Our current understanding of hormone regulation in lung parenchyma is quite limited. We aimed to quantify a diverse array of biologically relevant protein mediators in alveolar lining fluid (ALF), compared to serum concentrations, and explore factors associated with protein compartmentalization on either side of the air-blood barrier.
RESEARCH DESIGN AND METHODS:
Participants were 24 healthy adult non-smoker volunteers without respiratory symptoms or significant medical conditions, with normal lung exams and office spirometry. Cell-free bronchoalveolar lavage fluid and serum were analyzed for 24 proteins (including enteric and metabolic hormones, apolipoproteins, adipokines, and cytokines) using a highly sensitive multiplex ELISA. Measurements were normalized to ALF concentrations. The ALF:serum concentration ratios were examined in relation to measures of protein size, hydrophobicity, charge, and to participant clinical and spirometric values.
ALF measurements from 24 individuals detected 19 proteins, including adiponectin, adipsin, apoA-I, apoA-II, apoB, apoC-II, apoC-III, apoE, C-reactive protein, ghrelin, glucose-dependent insulinotropic peptide (GIP), glucagon-like peptide-1 (GLP-1), glucagon, insulin, leptin, monocyte chemoattractant protein-1, plasminogen activator inhibitor-1, resistin, and visfatin. C-peptide and serpin E1 were not detected in ALF for any individual, and IL-6, IL-10, and TNF-alpha were not detected in either ALF or serum for any individual. In general, ALF levels were similar or lower in concentration for most proteins compared to serum. However, ghrelin, resistin, insulin, visfatin and GLP-1 had ALF concentrations significantly higher compared to serum. Importantly, elevated ALF:serum ratios of ghrelin, visfatin and resistin correlated with protein net charge and isoelectric point, but not with molecular weight or hydrophobicity.

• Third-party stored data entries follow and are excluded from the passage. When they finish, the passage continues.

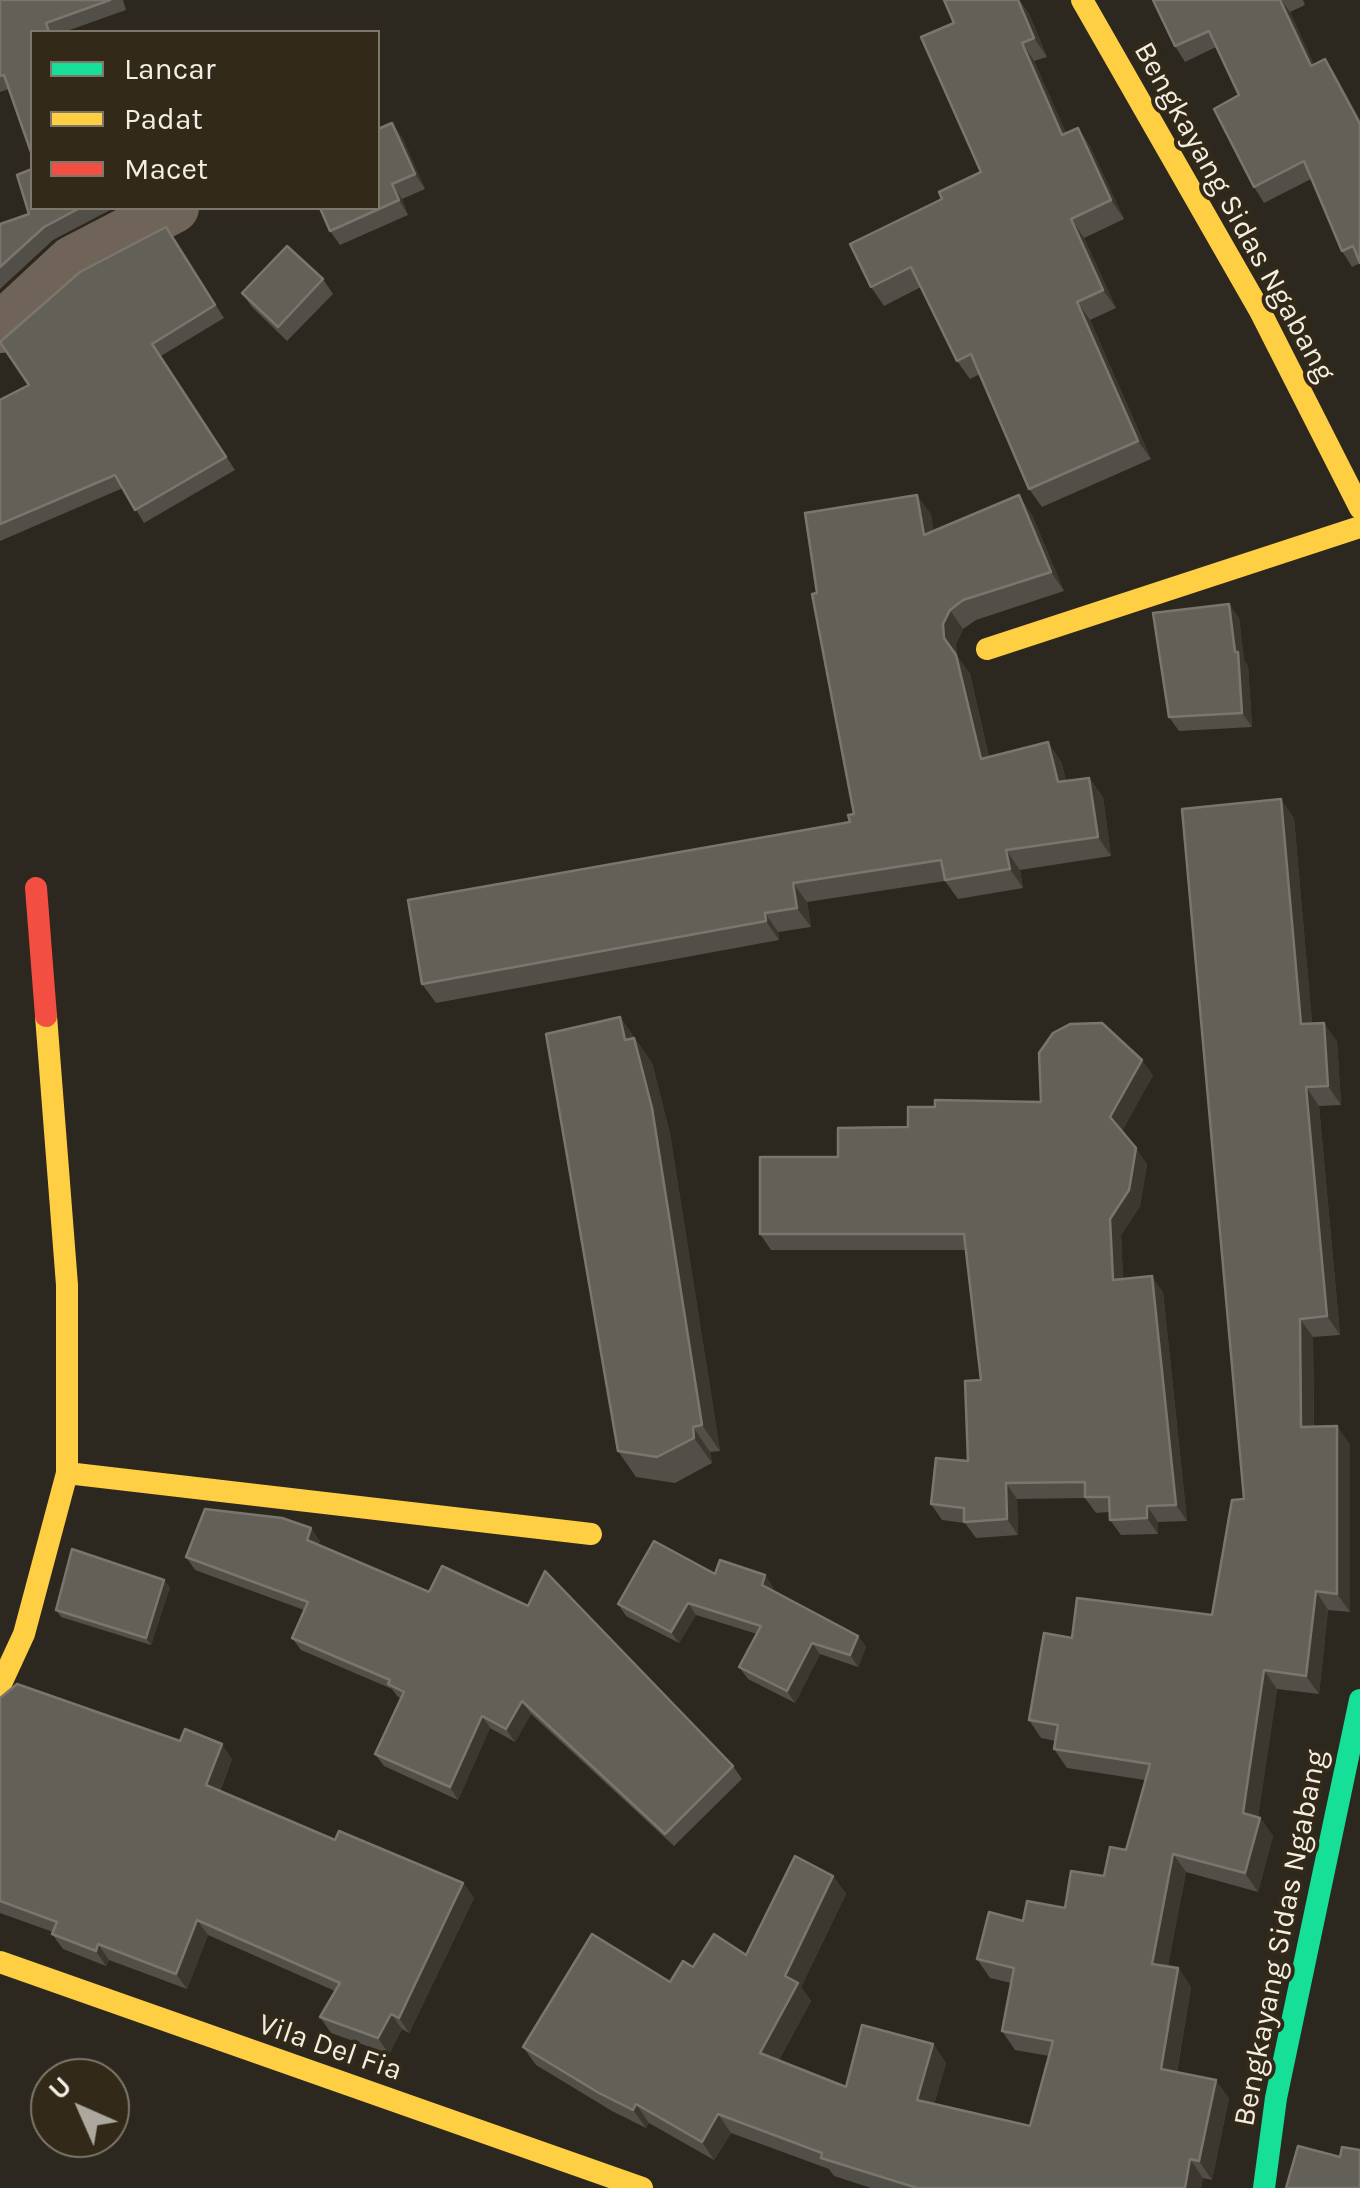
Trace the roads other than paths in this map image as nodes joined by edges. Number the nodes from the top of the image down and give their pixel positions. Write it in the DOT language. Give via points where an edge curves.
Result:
graph roads {
  1 [pos="1082,0"];
  2 [pos="170,210"];
  3 [pos="0,328"];
  4 [pos="1360,508"];
  5 [pos="1360,527"];
  6 [pos="987,649"];
  7 [pos="36,888"];
  8 [pos="67,1473"];
  9 [pos="591,1534"];
  10 [pos="0,1686"];
  11 [pos="1360,1700"];
  12 [pos="0,1962"];
  13 [pos="642,2188"];
  14 [pos="1264,2188"];
  1 -- 4 [label="main road, Bengkayang Sidas Ngabang" via="1260,310"];
  2 -- 3 [label="street" via="72,261"];
  5 -- 6 [label="main road"];
  7 -- 8 [label="main road" via="67,1285"];
  8 -- 9 [label="main road"];
  8 -- 10 [label="main road" via="24,1634"];
  11 -- 14 [label="main road, Bengkayang Sidas Ngabang" via="1276,2098"];
  12 -- 13 [label="main road, Vila Del Fia"];
}
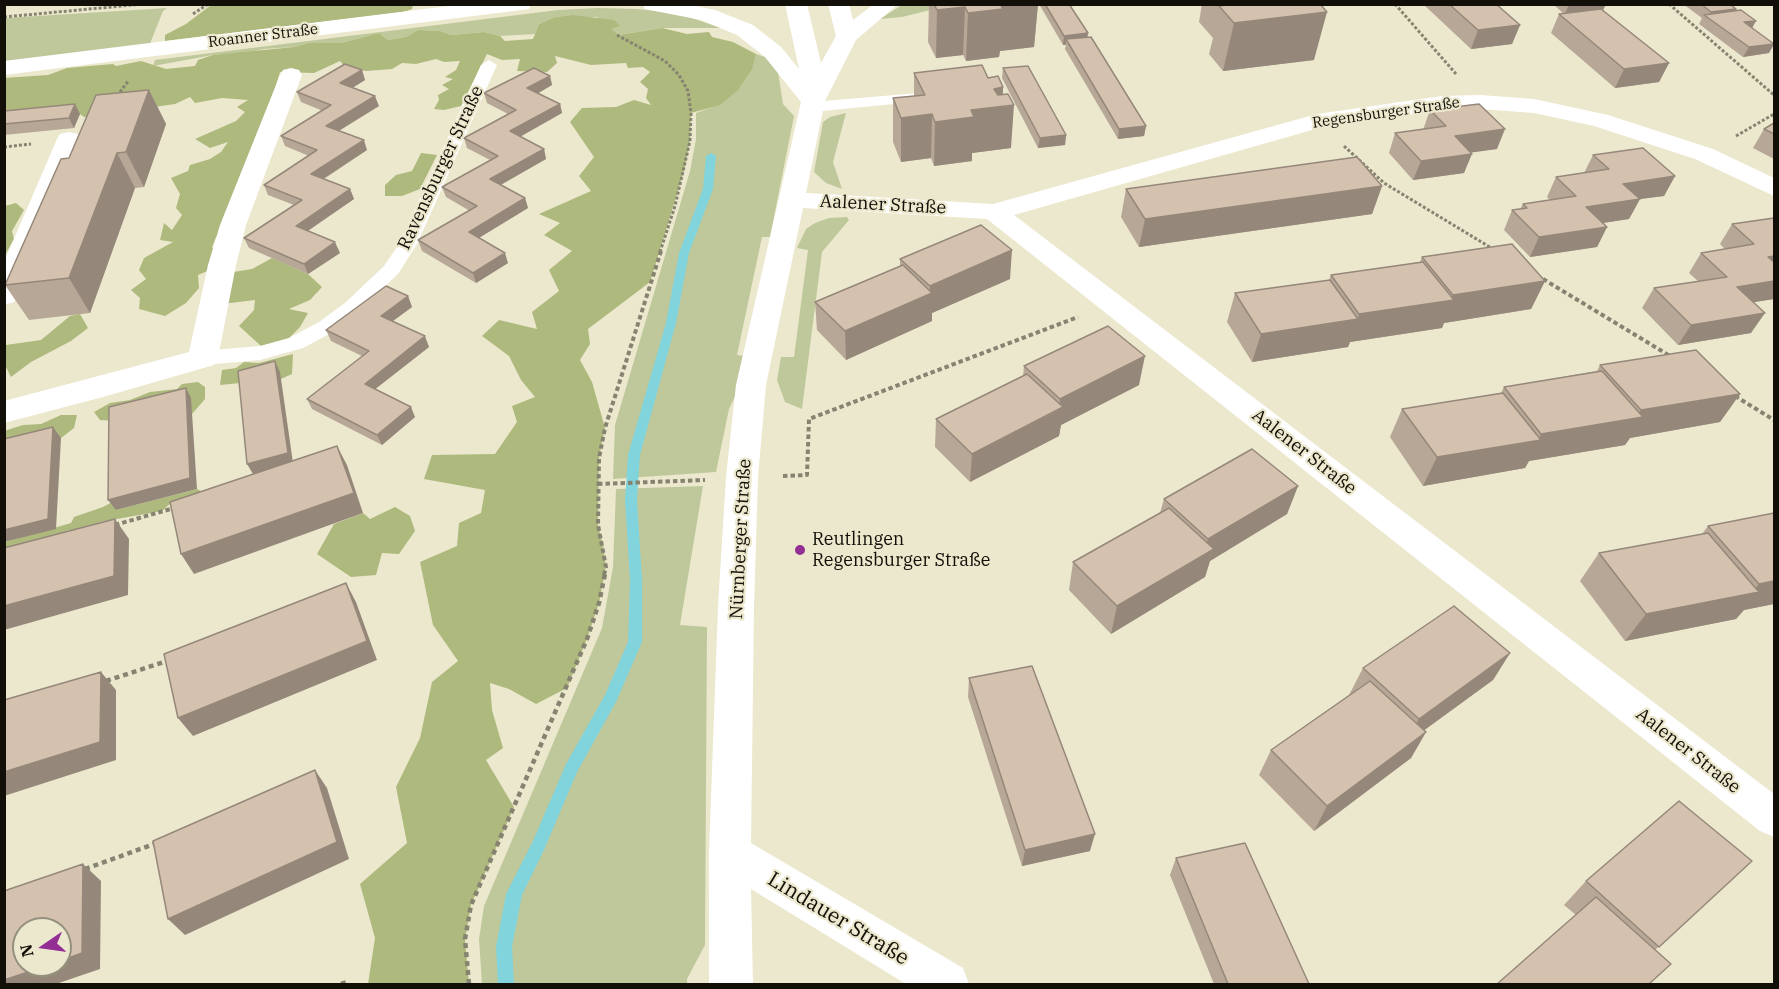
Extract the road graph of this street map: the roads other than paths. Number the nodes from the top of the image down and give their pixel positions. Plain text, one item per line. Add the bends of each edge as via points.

Biologically relevant enteric and metabolic hormones, apolipoproteins, adipokines, and cytokines can be detected in the ALF of healthy individuals. For the proteins measured, charge may influence trafficking and compartmentalization to the alveolar airspace more than molecular weight or hydrophobicity. These data may have implications for homeostasis and drug delivery to the lung.